WHAT TO PRODUCE
Collect each line of the records containing the string "Church".

EXTRACTED DATA
■ ■ ■ ■

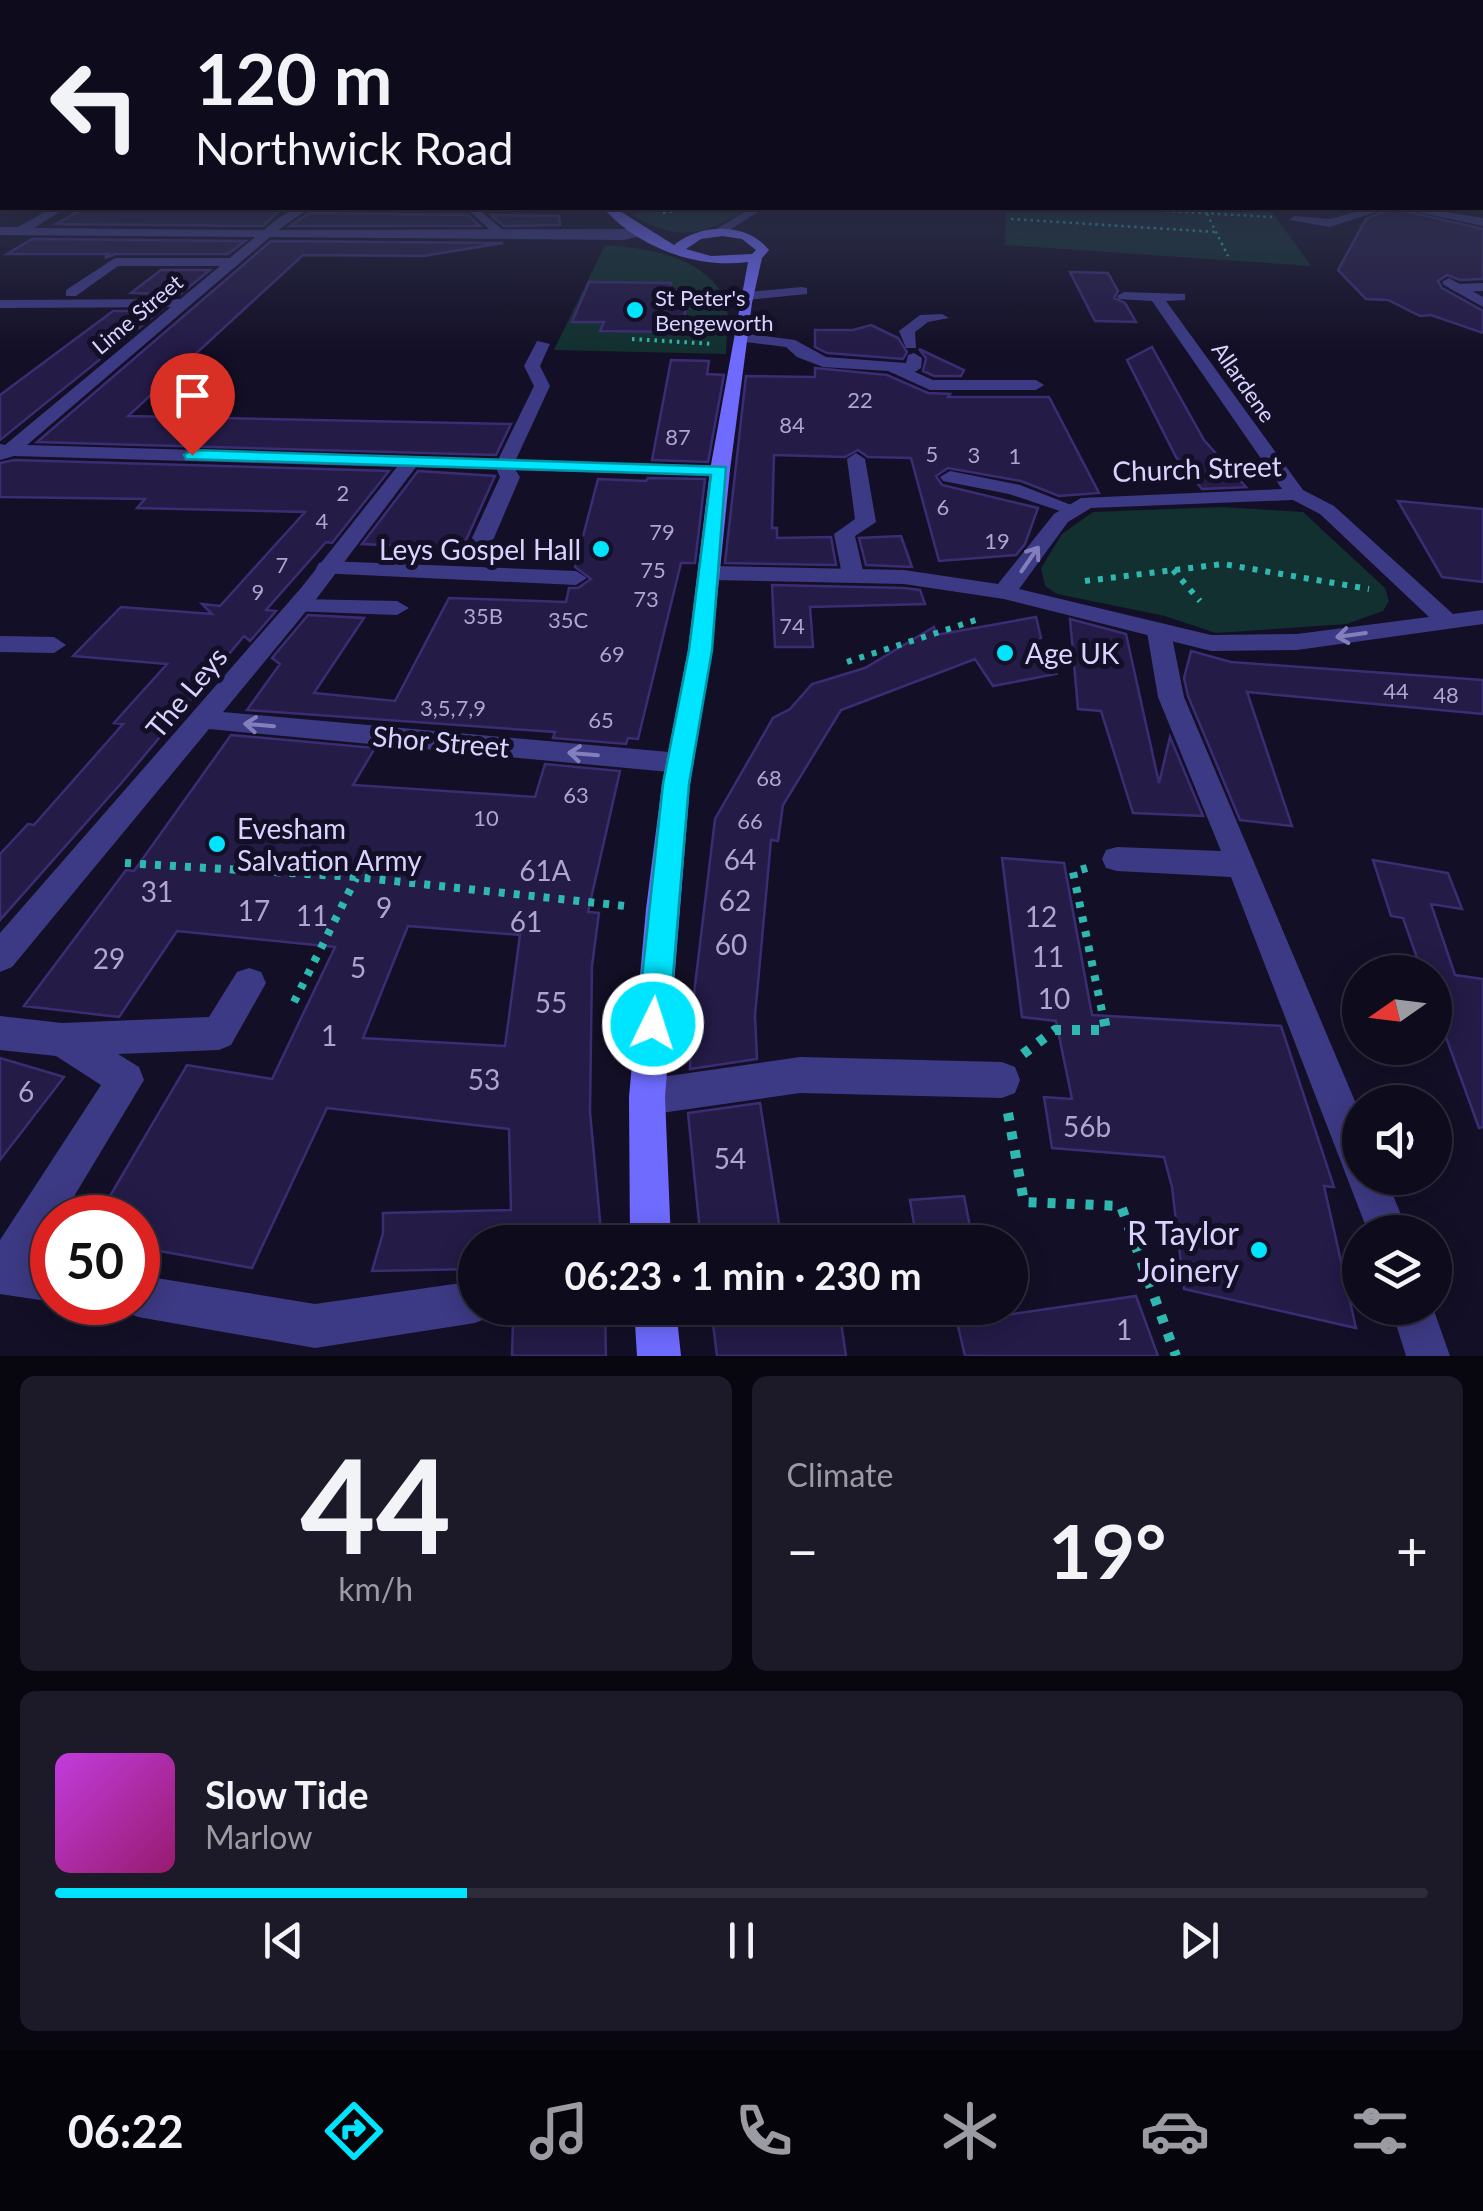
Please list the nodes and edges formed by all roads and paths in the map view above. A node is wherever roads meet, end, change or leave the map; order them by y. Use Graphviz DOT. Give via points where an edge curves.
graph roads {
  1 [pos="30,224"];
  2 [pos="281,224"];
  3 [pos="490,224"];
  4 [pos="630,224"];
  5 [pos="731,224"];
  6 [pos="757,224"];
  7 [pos="1094,224"];
  8 [pos="1212,224"];
  9 [pos="0,231"];
  10 [pos="18,231"];
  11 [pos="269,232"];
  12 [pos="640,232"];
  13 [pos="1216,232"];
  14 [pos="714,234"];
  15 [pos="504,236"];
  16 [pos="699,236"];
  17 [pos="755,240"];
  18 [pos="684,255"];
  19 [pos="756,256"];
  20 [pos="1228,256"];
  21 [pos="234,262"];
  22 [pos="708,262"];
  23 [pos="736,286"];
  24 [pos="1483,287"];
  25 [pos="802,291"];
  26 [pos="71,293"];
  27 [pos="1124,296"];
  28 [pos="1156,296"];
  29 [pos="1180,298"];
  30 [pos="1483,303"];
  31 [pos="0,304"];
  32 [pos="184,304"];
  33 [pos="942,318"];
  34 [pos="632,339"];
  35 [pos="741,342"];
  36 [pos="542,344"];
  37 [pos="896,369"];
  38 [pos="1036,386"];
  39 [pos="3,453"];
  40 [pos="856,459"];
  41 [pos="411,461"];
  42 [pos="504,466"];
  43 [pos="720,470"];
  44 [pos="950,477"];
  45 [pos="1296,494"];
  46 [pos="1069,508"];
  47 [pos="483,538"];
  48 [pos="327,568"];
  49 [pos="1173,570"];
  50 [pos="710,572"];
  51 [pos="853,575"];
  52 [pos="576,578"];
  53 [pos="1082,581"];
  54 [pos="1004,592"];
  55 [pos="1424,600"];
  56 [pos="1200,601"];
  57 [pos="298,606"];
  58 [pos="397,608"];
  59 [pos="1483,617"];
  60 [pos="980,619"];
  61 [pos="1447,621"];
  62 [pos="1159,632"];
  63 [pos="0,644"];
  64 [pos="54,645"];
  65 [pos="848,662"];
  66 [pos="202,720"];
  67 [pos="680,763"];
  68 [pos="1117,859"];
  69 [pos="83,862"];
  70 [pos="1242,865"];
  71 [pos="356,877"];
  72 [pos="662,909"];
  73 [pos="0,957"];
  74 [pos="249,983"];
  75 [pos="294,1002"];
  76 [pos="0,1033"];
  77 [pos="62,1040"];
  78 [pos="1002,1080"];
  79 [pos="647,1097"];
  80 [pos="1342,1115"];
  81 [pos="651,1225"];
  82 [pos="2,1274"];
  83 [pos="30,1278"];
  84 [pos="160,1300"];
  85 [pos="458,1305"];
  86 [pos="657,1325"];
  87 [pos="1418,1325"];
  88 [pos="660,1356"];
  89 [pos="1176,1356"];
  90 [pos="1428,1356"];
  1 -- 10 [label="street"];
  2 -- 11 [label="street, Lime Street"];
  3 -- 15 [label="street"];
  4 -- 12 [label="main road"];
  5 -- 14 [label="street"];
  6 -- 17 [label="street"];
  7 -- 13 [label="path"];
  8 -- 13 [label="path"];
  9 -- 10 [label="street"];
  10 -- 11 [label="street"];
  11 -- 15 [label="street"];
  11 -- 21 [label="street, Lime Street"];
  12 -- 15 [label="street"];
  12 -- 16 [label="main road"];
  12 -- 18 [label="main road"];
  13 -- 20 [label="path"];
  14 -- 16 [label="main road"];
  14 -- 17 [label="main road"];
  16 -- 18 [label="main road" via="679,248"];
  17 -- 19 [label="main road" via="762,250"];
  18 -- 22 [label="main road"];
  19 -- 22 [label="main road"];
  19 -- 23 [label="main road"];
  21 -- 26 [label="street" via="114,262"];
  21 -- 32 [label="street, Lime Street"];
  22 -- 23 [label="main road"];
  23 -- 25 [label="street"];
  23 -- 35 [label="main road"];
  24 -- 30 [label="street" via="1453,285"];
  27 -- 28 [label="street"];
  28 -- 29 [label="street"];
  28 -- 45 [label="street, Allardene"];
  31 -- 32 [label="street"];
  32 -- 39 [label="street, Lime Street"];
  33 -- 37 [label="street" via="924,318 906,331 913,368"];
  34 -- 35 [label="path"];
  35 -- 37 [label="street" via="790,343 824,362"];
  35 -- 43 [label="main road"];
  36 -- 42 [label="street" via="532,366 542,386"];
  37 -- 38 [label="street" via="930,384"];
  39 -- 41 [label="street"];
  40 -- 51 [label="street" via="866,522 844,534"];
  41 -- 42 [label="street"];
  41 -- 48 [label="street, The Leys"];
  42 -- 43 [label="street"];
  42 -- 47 [label="street" via="510,477"];
  43 -- 50 [label="main road"];
  44 -- 46 [label="street"];
  45 -- 46 [label="street, Church Street"];
  45 -- 55 [label="street, Church Street" via="1327,510"];
  54 -- 46 [label="street, one-way"];
  48 -- 52 [label="street"];
  48 -- 57 [label="street, The Leys"];
  49 -- 53 [label="path"];
  49 -- 55 [label="path" via="1223,564"];
  49 -- 56 [label="path"];
  50 -- 51 [label="street"];
  50 -- 67 [label="main road"];
  51 -- 54 [label="street" via="947,580"];
  54 -- 62 [label="street"];
  55 -- 61 [label="street, Church Street"];
  57 -- 58 [label="street"];
  57 -- 66 [label="street, The Leys"];
  59 -- 61 [label="street"];
  60 -- 65 [label="path"];
  61 -- 62 [label="street, one-way" via="1297,642 1211,643"];
  62 -- 70 [label="street" via="1171,697"];
  63 -- 64 [label="street"];
  67 -- 66 [label="street, Shor Street, one-way"];
  66 -- 69 [label="street, The Leys"];
  67 -- 72 [label="main road"];
  68 -- 70 [label="street"];
  68 -- 78 [label="path" via="1074,872 1106,1030 1055,1030 1030,1045"];
  69 -- 71 [label="path"];
  69 -- 73 [label="street, The Leys"];
  70 -- 80 [label="street"];
  71 -- 72 [label="path"];
  71 -- 75 [label="path"];
  72 -- 79 [label="main road"];
  74 -- 77 [label="street" via="220,1034"];
  76 -- 77 [label="street"];
  77 -- 82 [label="street" via="126,1080"];
  78 -- 79 [label="street" via="800,1075"];
  78 -- 89 [label="path" via="1024,1202 1122,1206"];
  79 -- 81 [label="main road"];
  82 -- 83 [label="street"];
  84 -- 85 [label="street" via="315,1326"];
  86 -- 88 [label="main road"];
  87 -- 90 [label="street"];
}
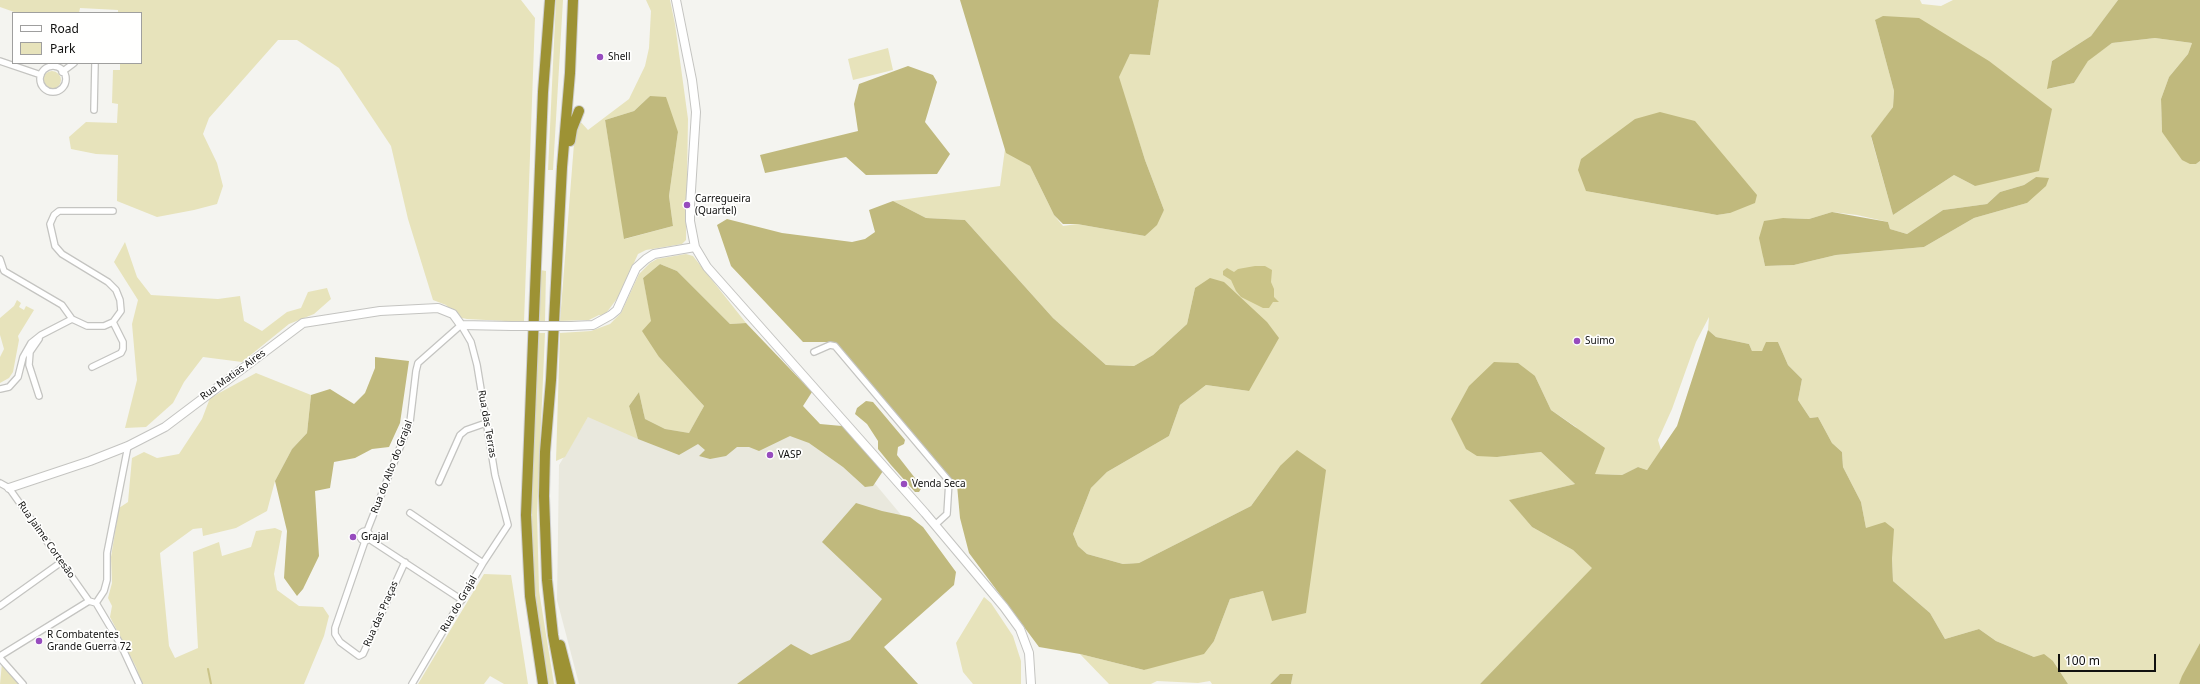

■ ■ ■ ■

RESPONSE TO THE TASK
  45 -- 46 [label="street, Church Street"];
  45 -- 55 [label="street, Church Street" via="1327,510"];
  55 -- 61 [label="street, Church Street"];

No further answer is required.